● **Try it**:
Print all entries word for word.

● **Stored records**:
"""

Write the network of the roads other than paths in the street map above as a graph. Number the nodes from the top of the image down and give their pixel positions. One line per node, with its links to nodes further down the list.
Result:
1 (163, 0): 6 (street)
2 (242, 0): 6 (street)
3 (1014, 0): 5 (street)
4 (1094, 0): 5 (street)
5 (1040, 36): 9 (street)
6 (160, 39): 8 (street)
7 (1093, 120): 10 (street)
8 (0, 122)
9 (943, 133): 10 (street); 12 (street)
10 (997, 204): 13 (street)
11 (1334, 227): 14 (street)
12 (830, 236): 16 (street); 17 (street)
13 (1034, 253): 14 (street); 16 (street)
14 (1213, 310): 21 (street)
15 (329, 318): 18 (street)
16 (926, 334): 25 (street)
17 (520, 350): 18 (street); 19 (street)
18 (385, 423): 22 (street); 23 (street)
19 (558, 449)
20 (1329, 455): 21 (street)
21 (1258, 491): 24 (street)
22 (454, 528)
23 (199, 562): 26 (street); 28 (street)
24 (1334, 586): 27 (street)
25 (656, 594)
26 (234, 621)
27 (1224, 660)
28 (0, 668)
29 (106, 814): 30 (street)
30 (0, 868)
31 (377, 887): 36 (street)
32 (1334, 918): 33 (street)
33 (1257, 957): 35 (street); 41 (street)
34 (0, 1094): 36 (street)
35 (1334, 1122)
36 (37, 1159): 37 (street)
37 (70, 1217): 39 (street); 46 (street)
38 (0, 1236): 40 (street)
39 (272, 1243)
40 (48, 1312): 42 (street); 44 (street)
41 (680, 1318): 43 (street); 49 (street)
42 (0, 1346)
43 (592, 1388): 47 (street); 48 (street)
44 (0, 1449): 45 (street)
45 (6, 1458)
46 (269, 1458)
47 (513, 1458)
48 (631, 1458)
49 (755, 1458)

"""

● **Exercise output**:
Write the network of the roads other than paths in the street map above as a graph. Number the nodes from the top of the image down and give their pixel positions. One line per node, with its links to nodes further down the list.
Result:
1 (163, 0): 6 (street)
2 (242, 0): 6 (street)
3 (1014, 0): 5 (street)
4 (1094, 0): 5 (street)
5 (1040, 36): 9 (street)
6 (160, 39): 8 (street)
7 (1093, 120): 10 (street)
8 (0, 122)
9 (943, 133): 10 (street); 12 (street)
10 (997, 204): 13 (street)
11 (1334, 227): 14 (street)
12 (830, 236): 16 (street); 17 (street)
13 (1034, 253): 14 (street); 16 (street)
14 (1213, 310): 21 (street)
15 (329, 318): 18 (street)
16 (926, 334): 25 (street)
17 (520, 350): 18 (street); 19 (street)
18 (385, 423): 22 (street); 23 (street)
19 (558, 449)
20 (1329, 455): 21 (street)
21 (1258, 491): 24 (street)
22 (454, 528)
23 (199, 562): 26 (street); 28 (street)
24 (1334, 586): 27 (street)
25 (656, 594)
26 (234, 621)
27 (1224, 660)
28 (0, 668)
29 (106, 814): 30 (street)
30 (0, 868)
31 (377, 887): 36 (street)
32 (1334, 918): 33 (street)
33 (1257, 957): 35 (street); 41 (street)
34 (0, 1094): 36 (street)
35 (1334, 1122)
36 (37, 1159): 37 (street)
37 (70, 1217): 39 (street); 46 (street)
38 (0, 1236): 40 (street)
39 (272, 1243)
40 (48, 1312): 42 (street); 44 (street)
41 (680, 1318): 43 (street); 49 (street)
42 (0, 1346)
43 (592, 1388): 47 (street); 48 (street)
44 (0, 1449): 45 (street)
45 (6, 1458)
46 (269, 1458)
47 (513, 1458)
48 (631, 1458)
49 (755, 1458)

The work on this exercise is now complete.